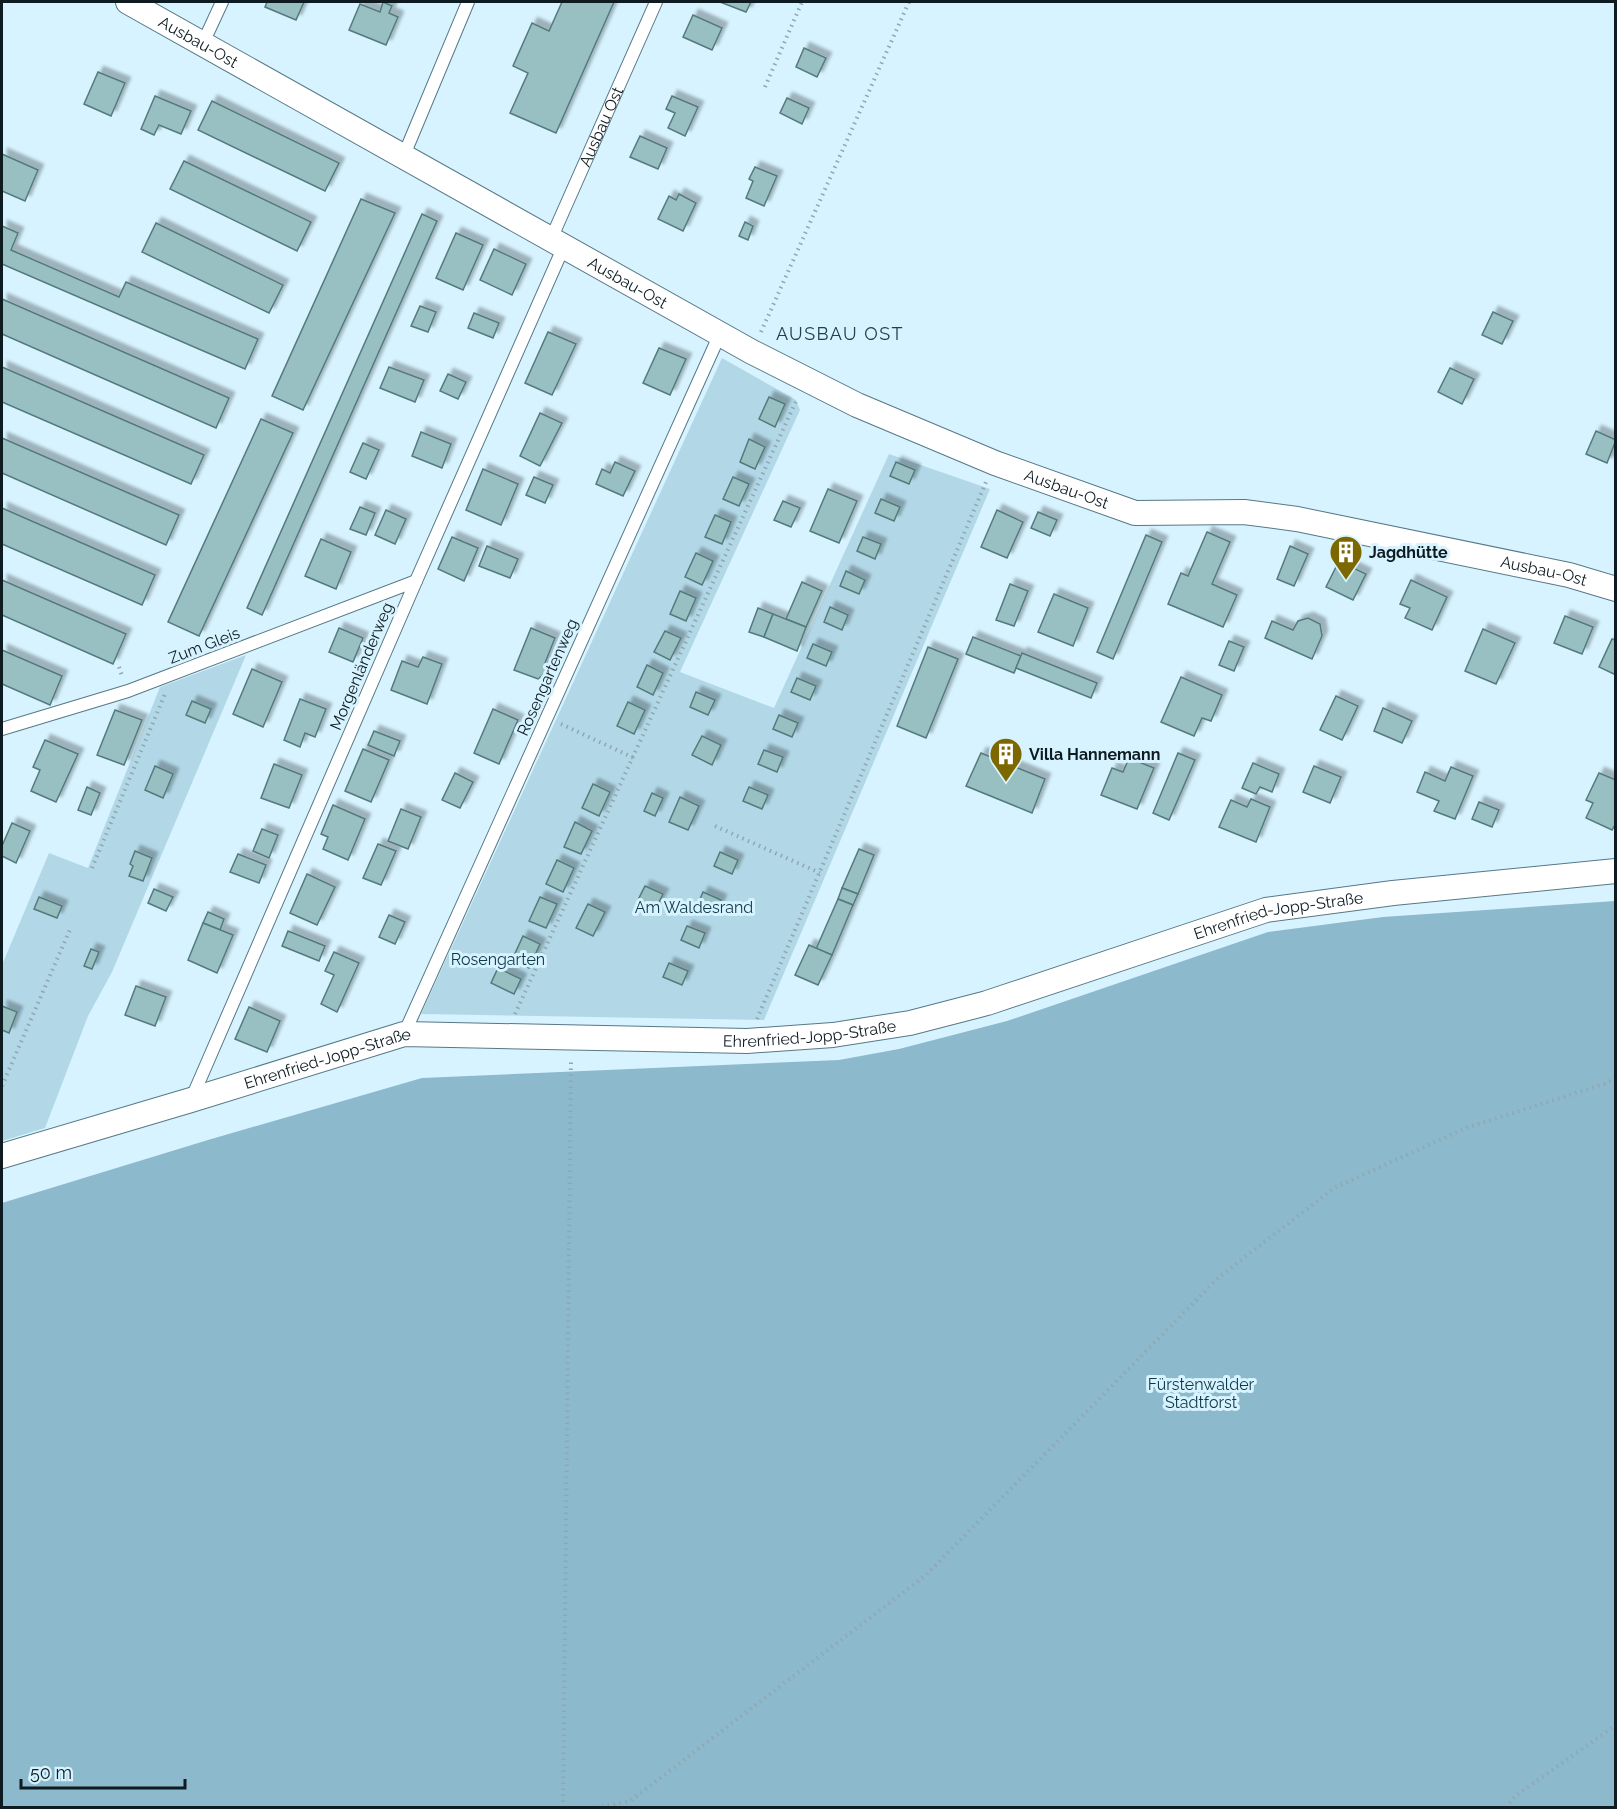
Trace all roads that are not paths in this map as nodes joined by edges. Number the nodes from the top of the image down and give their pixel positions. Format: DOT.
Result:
graph roads {
  1 [pos="128,2"];
  2 [pos="222,2"];
  3 [pos="468,2"];
  4 [pos="656,2"];
  5 [pos="203,43"];
  6 [pos="404,155"];
  7 [pos="557,242"];
  8 [pos="720,334"];
  9 [pos="416,581"];
  10 [pos="1616,589"];
  11 [pos="2,729"];
  12 [pos="1616,871"];
  13 [pos="404,1034"];
  14 [pos="191,1100"];
  15 [pos="2,1156"];
  1 -- 5 [label="street, Ausbau-Ost"];
  2 -- 5 [label="lane"];
  3 -- 6 [label="lane"];
  4 -- 7 [label="lane, Ausbau Ost"];
  5 -- 6 [label="street, Ausbau-Ost"];
  6 -- 7 [label="street, Ausbau-Ost"];
  7 -- 8 [label="street, Ausbau-Ost"];
  7 -- 9 [label="lane, Morgenländerweg"];
  8 -- 10 [label="street, Ausbau-Ost"];
  8 -- 13 [label="lane, Rosengartenweg"];
  9 -- 11 [label="lane, Zum Gleis"];
  9 -- 14 [label="lane, Morgenländerweg"];
  12 -- 13 [label="street, Ehrenfried-Jopp-Straße"];
  13 -- 14 [label="street, Ehrenfried-Jopp-Straße"];
  14 -- 15 [label="street, Ehrenfried-Jopp-Straße"];
}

########

> **Task details**: Using the material above, copy every line in which the string "Ausbau" occurs.

> **Task answer**:
  1 -- 5 [label="street, Ausbau-Ost"];
  4 -- 7 [label="lane, Ausbau Ost"];
  5 -- 6 [label="street, Ausbau-Ost"];
  6 -- 7 [label="street, Ausbau-Ost"];
  7 -- 8 [label="street, Ausbau-Ost"];
  8 -- 10 [label="street, Ausbau-Ost"];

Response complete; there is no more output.